A financial panic threatened to engulf Wall Street, mostly owing to threats of legislative action against trusts and shrinking credit. There were multiple bank runs and heavy panic selling at the stock exchange. All that stood between the U.S. and a serious crash was a J.P. Morgan led consortium that did the work of the Fed before the Fed existed.
- Black Tuesday, Thursday and Monday (October 1929).
The Crash of 1929 was bloodletting on an unprecedented scale because so many more people were involved in the market. It left several “black” days in the history books, each with their own record-breaking slides. (For more, see The Crash Of 1929 – Could It Happen Again?)
- Black Monday (October 1987).
Nothing says Monday like a financial meltdown. In 1987, automatic stop-loss orders and financial contagion gave the market a thorough throttling as a domino effect echoed across the world. The Fed and other central banks intervened and the Dow recovered from the 22% drop quite rapidly. (See What Is Black Monday? for more.)
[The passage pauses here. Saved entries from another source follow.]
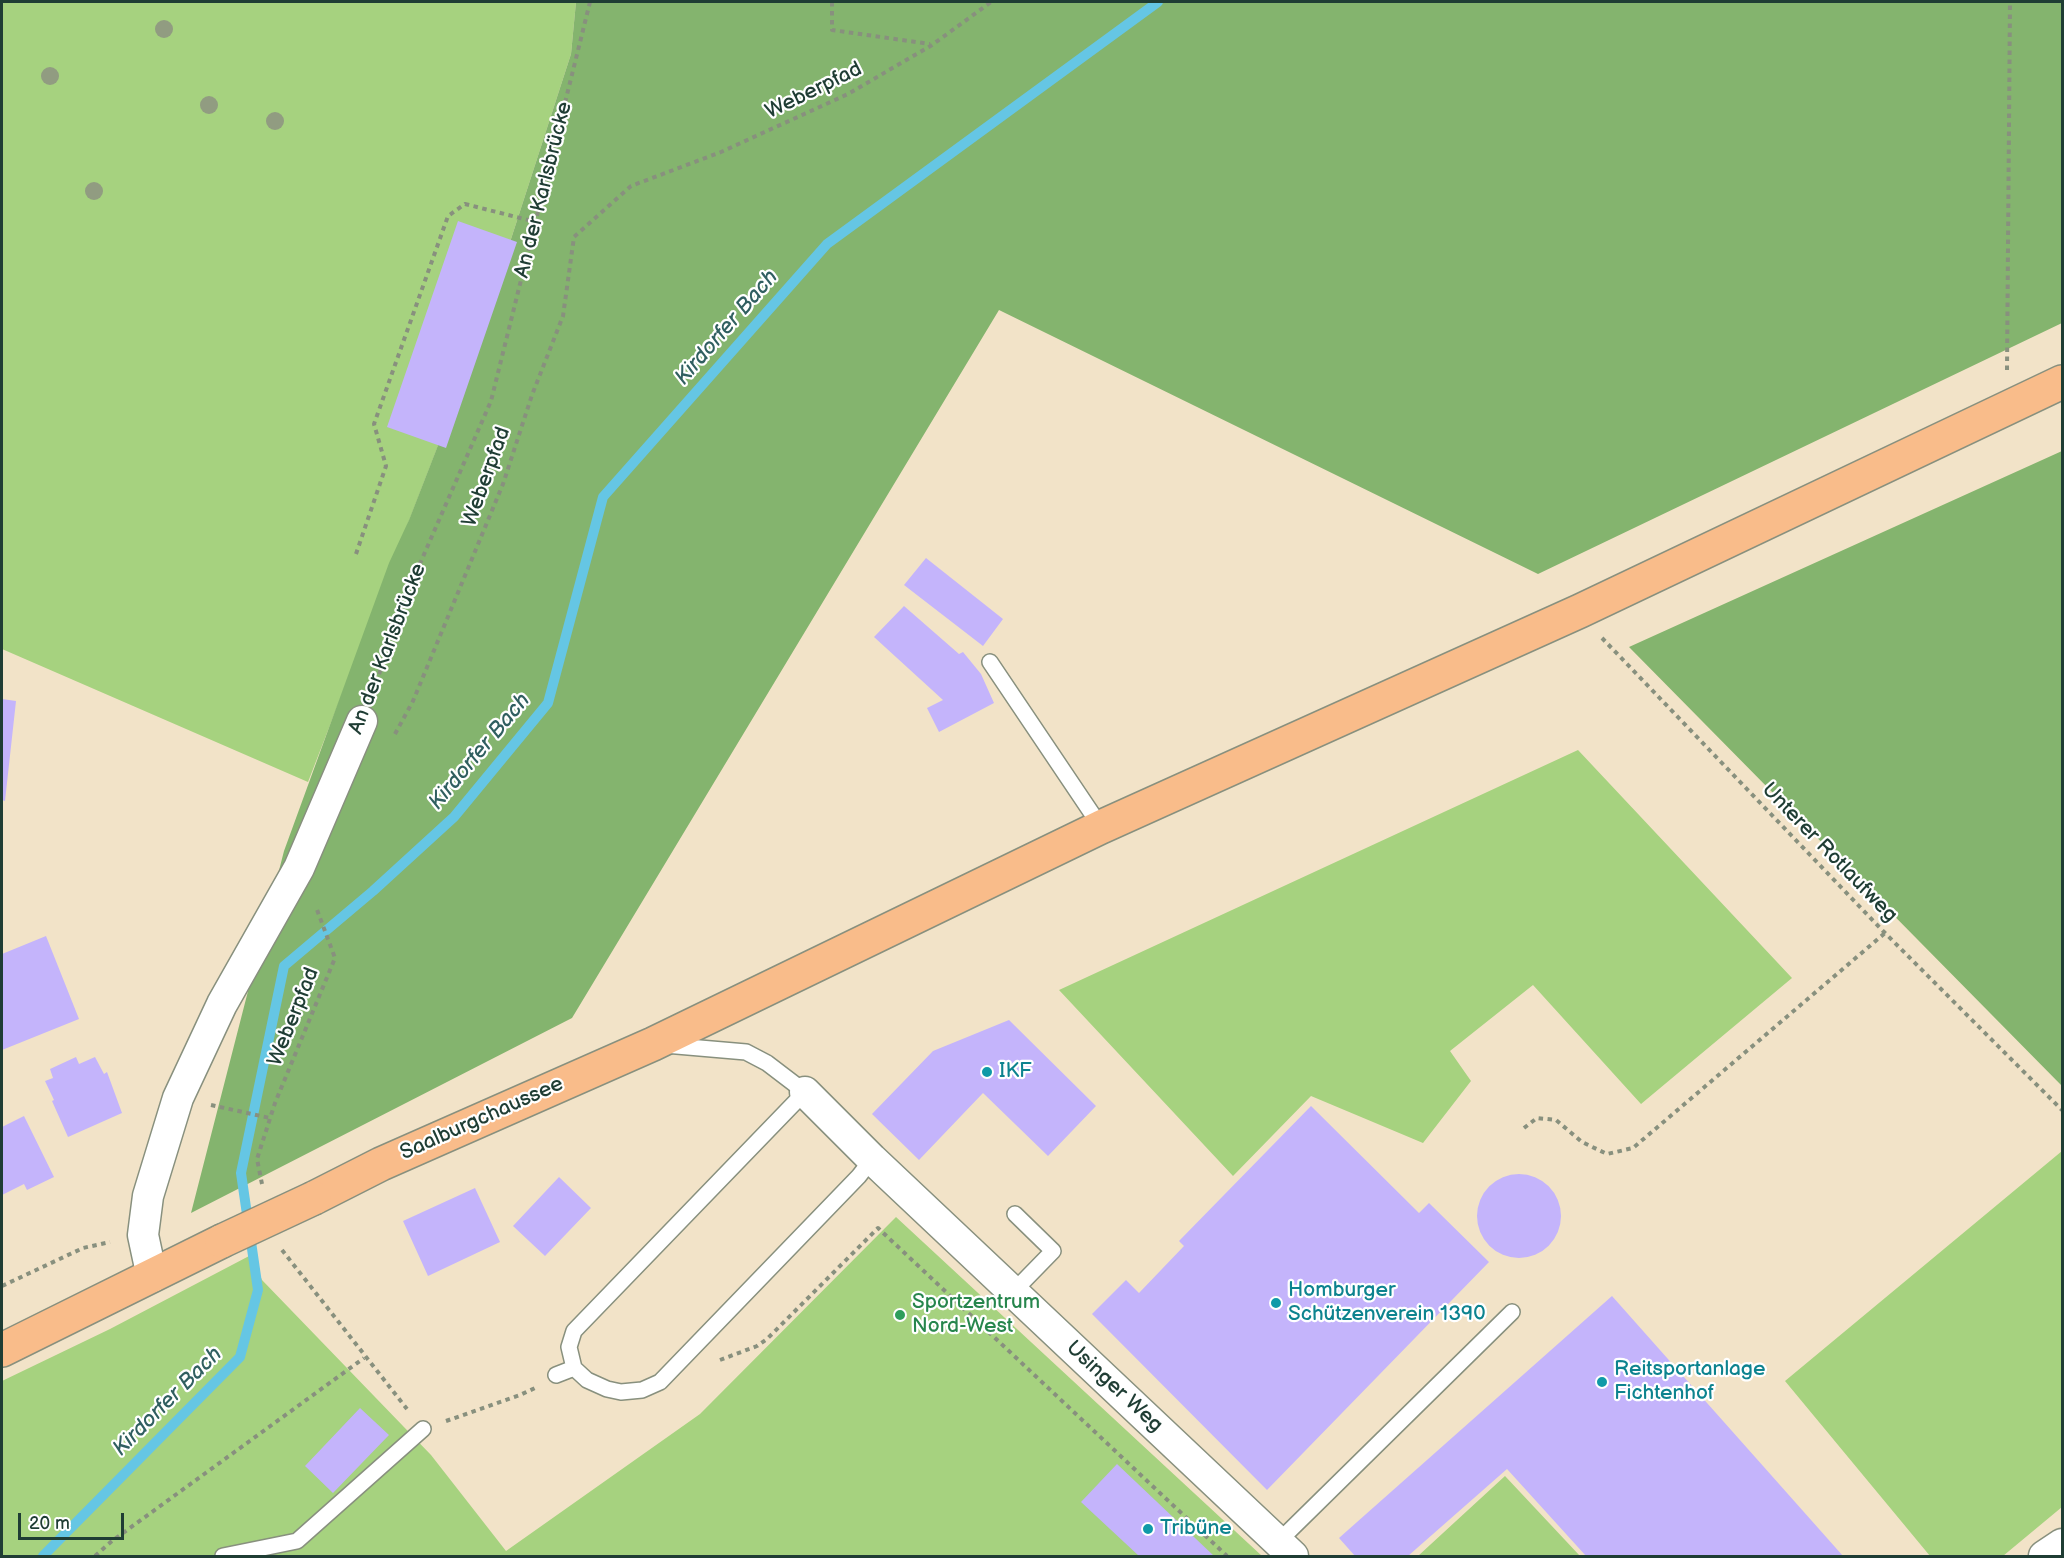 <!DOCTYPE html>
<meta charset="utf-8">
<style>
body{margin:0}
#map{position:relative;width:2064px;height:1558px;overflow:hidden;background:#f2e3c8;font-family:"Balsamiq Sans",sans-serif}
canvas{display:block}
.frame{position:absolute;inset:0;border:3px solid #1f3d34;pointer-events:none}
.scale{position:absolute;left:18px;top:1513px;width:106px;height:27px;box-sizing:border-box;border:3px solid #1f3d34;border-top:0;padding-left:8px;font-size:18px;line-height:21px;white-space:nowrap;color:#1f3d34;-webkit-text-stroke:4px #fff;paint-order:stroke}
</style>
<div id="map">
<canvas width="2064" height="1558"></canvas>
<div class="frame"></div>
<div class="scale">20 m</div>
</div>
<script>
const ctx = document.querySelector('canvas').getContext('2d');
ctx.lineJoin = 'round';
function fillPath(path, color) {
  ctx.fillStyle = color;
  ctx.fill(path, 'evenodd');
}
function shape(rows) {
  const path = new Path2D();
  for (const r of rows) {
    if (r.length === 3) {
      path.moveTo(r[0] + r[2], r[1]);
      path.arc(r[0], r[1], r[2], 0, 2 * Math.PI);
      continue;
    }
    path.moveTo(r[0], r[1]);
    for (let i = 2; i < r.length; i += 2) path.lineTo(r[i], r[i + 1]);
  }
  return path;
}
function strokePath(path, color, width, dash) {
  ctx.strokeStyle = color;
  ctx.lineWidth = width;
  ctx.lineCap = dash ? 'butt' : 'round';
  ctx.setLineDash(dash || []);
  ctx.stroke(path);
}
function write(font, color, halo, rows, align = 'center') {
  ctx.font = font + ' "Balsamiq Sans",sans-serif';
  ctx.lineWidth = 4.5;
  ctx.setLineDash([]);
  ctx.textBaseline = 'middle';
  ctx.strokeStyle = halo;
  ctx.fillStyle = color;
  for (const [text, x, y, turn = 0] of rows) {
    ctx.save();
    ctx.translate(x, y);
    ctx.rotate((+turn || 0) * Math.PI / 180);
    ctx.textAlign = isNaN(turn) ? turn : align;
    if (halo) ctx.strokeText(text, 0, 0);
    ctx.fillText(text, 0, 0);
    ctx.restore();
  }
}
const green = shape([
 [2,2,576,2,571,54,475,350,308,782,2,649],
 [1578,750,1792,978,1641,1104,1533,985,1450,1051,1471,1081,1423,1143,1311,1096,1233,1176,1059,990],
 [2062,1151,2062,1507,2003,1556,1930,1556,1785,1381],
 [896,1217,1262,1556,2,1556,2,1381,110,1329,251,1255,262,1280,431,1455,506,1551,700,1414],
 [1505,1476,1580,1556,1418,1556]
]);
const forest = shape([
 [576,2,2062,2,2062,323,1538,574,999,310,572,1018,191,1213,284,851,389,563,409,520,475,350,571,54],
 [2062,451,2062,1086,1629,647]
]);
const stream = shape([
 [43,1556,240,1357,258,1290,241,1173,284,966,373,891,454,817,548,703,603,497,827,244,1158,2]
]);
const building = shape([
 [458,221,517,242,446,448,387,427],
 [926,558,1003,619,983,646,904,585],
 [904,606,959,654,963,652,981,674,994,703,939,732,927,708,943,700,874,637],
 [2,699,16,701,5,801,2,800],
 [46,936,79,1019,2,1050,2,954],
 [1009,1020,1096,1106,1048,1156,983,1093,919,1160,872,1114,933,1051],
 [76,1057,79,1064,95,1057,104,1074,107,1072,122,1113,68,1137,52,1101,54,1100,45,1081,53,1078,50,1069],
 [1311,1106,1419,1213,1429,1203,1489,1262,1267,1490,1092,1314,1126,1280,1139,1293,1184,1246,1179,1241],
 [24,1116,54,1177,27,1190,24,1184,2,1195,2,1127],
 [1519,1216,42],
 [559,1177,591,1208,545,1256,513,1226],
 [475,1188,500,1242,428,1276,403,1221],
 [1612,1296,1843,1556,1586,1556,1507,1469,1408,1556,1355,1556,1339,1538],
 [360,1408,389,1435,333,1493,305,1466],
 [1117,1464,1214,1556,1139,1556,1081,1502]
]);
const path = shape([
 [832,2,832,30,930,44],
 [2007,370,2010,2],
 [356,554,386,466,374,424,448,216,465,204,536,222],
 [1602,638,1885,933,2062,1110],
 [373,691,415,575,491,401,590,2],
 [395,734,413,701,503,484,532,395,563,316,574,237,631,186,721,152,848,94,932,45,991,2],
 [211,1105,270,1118],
 [1524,1128,1537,1118,1556,1120,1582,1142,1607,1154,1633,1148,1885,933],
 [262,1184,257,1159,275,1103,335,958,316,907],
 [282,1250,407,1409],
 [2,1286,83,1248,110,1242],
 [720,1360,757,1346,767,1339,878,1228,1227,1556],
 [446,1421,520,1395,535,1388],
 [95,1556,112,1541,364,1358]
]);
const service = shape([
 [990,662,1101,827],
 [665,1045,746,1052,767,1063,805,1092,574,1331,569,1347,574,1368,587,1380,607,1389,621,1392,642,1390,660,1382,859,1176,872,1159],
 [1013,1292,1053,1251,1015,1214],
 [556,1375,574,1368],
 [1278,1542,1512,1312],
 [223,1556,297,1541,423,1429]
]);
const minor = shape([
 [805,1092,872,1159,1293,1556],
 [152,1277,143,1235,148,1196,178,1098,222,1004,299,868,362,721],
 [2044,1556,2062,1544]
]);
const primary = shape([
 [314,1198,381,1164,653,1044,1101,827,1580,611,2062,382],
 [2,1350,222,1241]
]);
const primaryBridge = shape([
 [222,1241,314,1198]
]);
const trees = [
 [164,29],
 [50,76],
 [209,105],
 [275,121],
 [94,191]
];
const markers = [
 [987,1072,6,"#0f9aa8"],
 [1276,1303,6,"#0f9aa8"],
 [900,1315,6,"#2e9e5b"],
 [1602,1382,6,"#0f9aa8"],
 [1148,1529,6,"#0f9aa8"]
];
const streetNames = [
 ["Weberpfad",814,91,-26],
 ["An der Karlsbrücke",544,190,-76],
 ["Weberpfad",487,477,-70],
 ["An der Karlsbrücke",388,649,-69],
 ["Unterer Rotlaufweg",1829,853,46],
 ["Weberpfad",294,1017,-68],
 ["Saalburgchaussee",482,1119,-24],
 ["Usinger Weg",1114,1387,43]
];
const cultureNames = [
 ["IKF",999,1072],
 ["Homburger",1288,1291],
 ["Schützenverein 1390",1288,1315],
 ["Reitsportanlage",1614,1370],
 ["Fichtenhof",1614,1394],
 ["Tribüne",1160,1529]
];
const leisureNames = [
 ["Sportzentrum",912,1303],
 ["Nord-West",912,1327]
];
const waterNames = [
 ["Kirdorfer Bach",727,328,-49],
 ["Kirdorfer Bach",480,752,-50],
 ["Kirdorfer Bach",168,1402,-45]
];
fillPath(green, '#a6d27f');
fillPath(forest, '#84b46e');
strokePath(stream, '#65c6e4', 10);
fillPath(building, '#c4b4fb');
strokePath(service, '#88907e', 18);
strokePath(minor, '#88907e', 33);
strokePath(primary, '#88907e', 36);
strokePath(path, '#88907e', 4, [4.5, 4.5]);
strokePath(service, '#fff', 15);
strokePath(minor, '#fff', 30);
strokePath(primary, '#f9bc8a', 33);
strokePath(primaryBridge, '#88907e', 36, []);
strokePath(primaryBridge, '#f9bc8a', 33);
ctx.fillStyle = '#919c81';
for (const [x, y] of trees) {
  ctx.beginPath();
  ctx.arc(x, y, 9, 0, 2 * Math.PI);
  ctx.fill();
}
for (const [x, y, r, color] of markers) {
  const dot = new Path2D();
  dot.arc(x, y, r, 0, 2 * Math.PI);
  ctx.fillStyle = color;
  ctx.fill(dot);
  strokePath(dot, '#fff', 2);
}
write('21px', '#1f3d34', '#fff', streetNames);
write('21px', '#0d838f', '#fff', cultureNames, 'left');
write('21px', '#27864d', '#fff', leisureNames, 'left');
write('italic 22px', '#305f60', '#fff', waterNames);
</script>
- 1997 October 27 Global financial crash due to a financial crisis in Asia
- On Friday, October 24, stock markets plummeted worldwide amidst growing fears among investors that a deep global recession is imminent if not already settled in. … Following the trend, the US stock markets also fell sharply on opening and ended with the Dow Industrial Index down 312 points.
Till June 2009, the Dow Jones Industrial Average, Nasdaq Composite and S&P 500 all experienced declines of greater than 20% from their peaks in late 2007.
October is the most known month for historical Financial Crisis – will this month be different? – If there will be blood – will you be ready to buy then???
As the month progresses and the earnings season gets on its way, elections expected 11/4 and rising Interest rates in the U.S – We should expect a lot of movement.
The Dollar keeps getting stronger and stronger against a verity of currencies around the world:
EUR/USD – Keeps getting weaker against the Dollar as the end of the stimulant program in the Eurozone is reaching its end and the Federal bank keeps raising rates when one more is expected(by the majority of the FOMC) in December.
GBP/USD – also follows the EUR and continues to drop against the U.S Dollar – and the trend continues…
Oil – Continues to rise for the long term and shows some temporary weakness after the end of last week and now has the technical potential to drop towards the stated rates below:
Earnings season – https://markets.businessinsider.com/earnings-calendar
Some of the more highlighted opportunities are the ones which were on the winning side through the past years such as – Amazon, Apple, Google, Facebook, Netflix.
All of these stocks are expected to suffer weakness in an environment of rising interest rates – since people will pay more to the banks and have less to spend of consumption – they will be the first to take the hit – and it started last week and as long as interest rates continue the way they are – the trend continues..
It will be interesting so stay tuned – more to come…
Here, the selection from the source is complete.